Une discipline pour "l’ère des managers" (1965-1975)
Dans un ouvrage de référence, Les cadres1, Luc Boltanski a analysé le processus socio-historique de formation d’un groupe social intermédiaire entre "le patronat" et "les ouvriers"2 et les enjeux politiques associés à cette unification symbolique qui aboutit dans les années 1960 en France : aux patrons héritiers se substitueraient les managers, ces derniers constituant eux-mêmes un groupe à géométrie variable allant du "cadre dirigeant" au "cadre moyen", du patron salarié de son entreprise au cadre commercial. Des transformations économiques accompagnent et renforcent l’apparition de ce "groupe". La structure des emplois et de la population active se modifie avec une baisse relative des professions agricoles et des patrons du commerce et de l’industrie et une hausse relative des professions libérales et cadres supérieurs, des cadres moyens, des employés et des ouvriers3 (Cf. Document 1). Le tissu entrepreneurial se transforme : un mouvement relatif de concentration des entreprises et de libéralisation bancaire et financière apparaît1, des relations plus diversifiées et plus complexes entre les unités économiques s’instaurent, une division des responsabilités devient davantage
1 Par ouvrage de référence, nous entendons un travail qui, 20 ans après sa parution, même si des
travaux ont pu préciser voire contester certains aspects, reste non seulement un modèle d’analyse des cadres mais également un modèle transposable à d’autres objets. Cf. Luc BOLTANSKI, Les cadres. La formation
d'un groupe social, op. cit. Pour une vision de ses apports et limites, cf. par exemple, Paul
BOUFFARTIGUE, Charles GADEA, Sociologie des cadres, op. cit. et Claude DUBAR, Pierre TRIPIER,
Sociologie des professions, Paris, Colin, 1998, pp. 173-183.
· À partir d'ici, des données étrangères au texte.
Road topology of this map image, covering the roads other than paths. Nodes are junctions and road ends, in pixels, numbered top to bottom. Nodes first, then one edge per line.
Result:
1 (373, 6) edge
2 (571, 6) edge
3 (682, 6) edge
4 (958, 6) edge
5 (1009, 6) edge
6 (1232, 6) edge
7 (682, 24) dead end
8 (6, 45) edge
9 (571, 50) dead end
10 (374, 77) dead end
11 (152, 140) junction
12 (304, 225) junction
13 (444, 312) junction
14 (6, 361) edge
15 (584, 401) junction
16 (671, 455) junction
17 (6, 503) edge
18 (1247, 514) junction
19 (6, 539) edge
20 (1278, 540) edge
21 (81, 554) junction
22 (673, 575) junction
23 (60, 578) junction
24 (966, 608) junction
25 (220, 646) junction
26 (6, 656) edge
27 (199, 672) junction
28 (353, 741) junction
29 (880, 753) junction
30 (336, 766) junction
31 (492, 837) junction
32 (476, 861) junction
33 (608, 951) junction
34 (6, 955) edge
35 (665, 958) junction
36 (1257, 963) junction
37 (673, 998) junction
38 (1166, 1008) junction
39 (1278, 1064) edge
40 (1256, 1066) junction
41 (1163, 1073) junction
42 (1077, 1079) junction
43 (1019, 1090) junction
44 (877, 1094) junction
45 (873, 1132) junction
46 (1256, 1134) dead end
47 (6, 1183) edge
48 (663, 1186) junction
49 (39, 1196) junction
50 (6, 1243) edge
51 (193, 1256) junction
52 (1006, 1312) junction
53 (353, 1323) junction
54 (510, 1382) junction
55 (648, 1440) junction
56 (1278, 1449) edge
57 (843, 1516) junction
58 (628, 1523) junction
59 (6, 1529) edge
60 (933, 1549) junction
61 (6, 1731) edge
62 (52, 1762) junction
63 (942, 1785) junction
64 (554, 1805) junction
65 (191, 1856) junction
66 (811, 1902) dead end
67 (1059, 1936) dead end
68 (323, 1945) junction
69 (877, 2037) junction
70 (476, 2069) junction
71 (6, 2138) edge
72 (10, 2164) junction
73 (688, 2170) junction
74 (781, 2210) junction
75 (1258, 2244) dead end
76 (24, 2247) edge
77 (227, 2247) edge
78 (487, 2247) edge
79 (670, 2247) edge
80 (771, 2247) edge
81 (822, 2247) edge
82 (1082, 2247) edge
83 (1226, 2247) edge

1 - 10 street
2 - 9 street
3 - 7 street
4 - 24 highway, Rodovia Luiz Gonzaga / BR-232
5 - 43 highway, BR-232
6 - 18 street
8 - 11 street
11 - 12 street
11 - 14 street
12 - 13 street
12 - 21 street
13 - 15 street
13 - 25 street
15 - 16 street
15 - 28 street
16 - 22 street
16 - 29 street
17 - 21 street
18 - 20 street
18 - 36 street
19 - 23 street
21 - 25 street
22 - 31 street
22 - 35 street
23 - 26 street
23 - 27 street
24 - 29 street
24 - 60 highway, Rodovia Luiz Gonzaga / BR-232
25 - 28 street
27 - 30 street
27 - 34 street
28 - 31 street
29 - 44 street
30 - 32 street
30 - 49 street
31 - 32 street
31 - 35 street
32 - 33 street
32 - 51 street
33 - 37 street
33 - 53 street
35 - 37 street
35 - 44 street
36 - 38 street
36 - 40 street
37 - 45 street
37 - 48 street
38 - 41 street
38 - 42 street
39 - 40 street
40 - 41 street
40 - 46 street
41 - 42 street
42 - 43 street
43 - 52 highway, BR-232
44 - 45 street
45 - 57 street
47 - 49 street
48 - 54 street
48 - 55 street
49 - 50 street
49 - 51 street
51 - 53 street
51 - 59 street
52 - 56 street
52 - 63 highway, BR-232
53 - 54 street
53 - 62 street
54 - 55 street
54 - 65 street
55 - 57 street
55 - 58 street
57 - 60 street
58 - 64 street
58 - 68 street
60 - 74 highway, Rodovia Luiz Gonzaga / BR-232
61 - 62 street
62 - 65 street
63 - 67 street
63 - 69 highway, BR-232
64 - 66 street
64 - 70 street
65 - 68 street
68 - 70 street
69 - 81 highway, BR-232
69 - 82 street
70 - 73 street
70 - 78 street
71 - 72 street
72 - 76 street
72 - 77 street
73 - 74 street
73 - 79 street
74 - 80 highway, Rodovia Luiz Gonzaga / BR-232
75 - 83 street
2 En fait, il s’agit des ouvriers et des employés, mais c’est "la classe ouvrière" qui s’impose en
France comme force politique dotée d’une parole (un parti politique, un syndicat…). Sur la faiblesse de la représentation des employés, cf. Alain CHENU, Les employés, Paris, La Découverte, 1994, 122 p. Sur les relations entre "groupes" et action politique, cf. Michel OFFERLE, Sociologie des groupes d’intérêt, Paris, Montchrestien, 1994, 157 p.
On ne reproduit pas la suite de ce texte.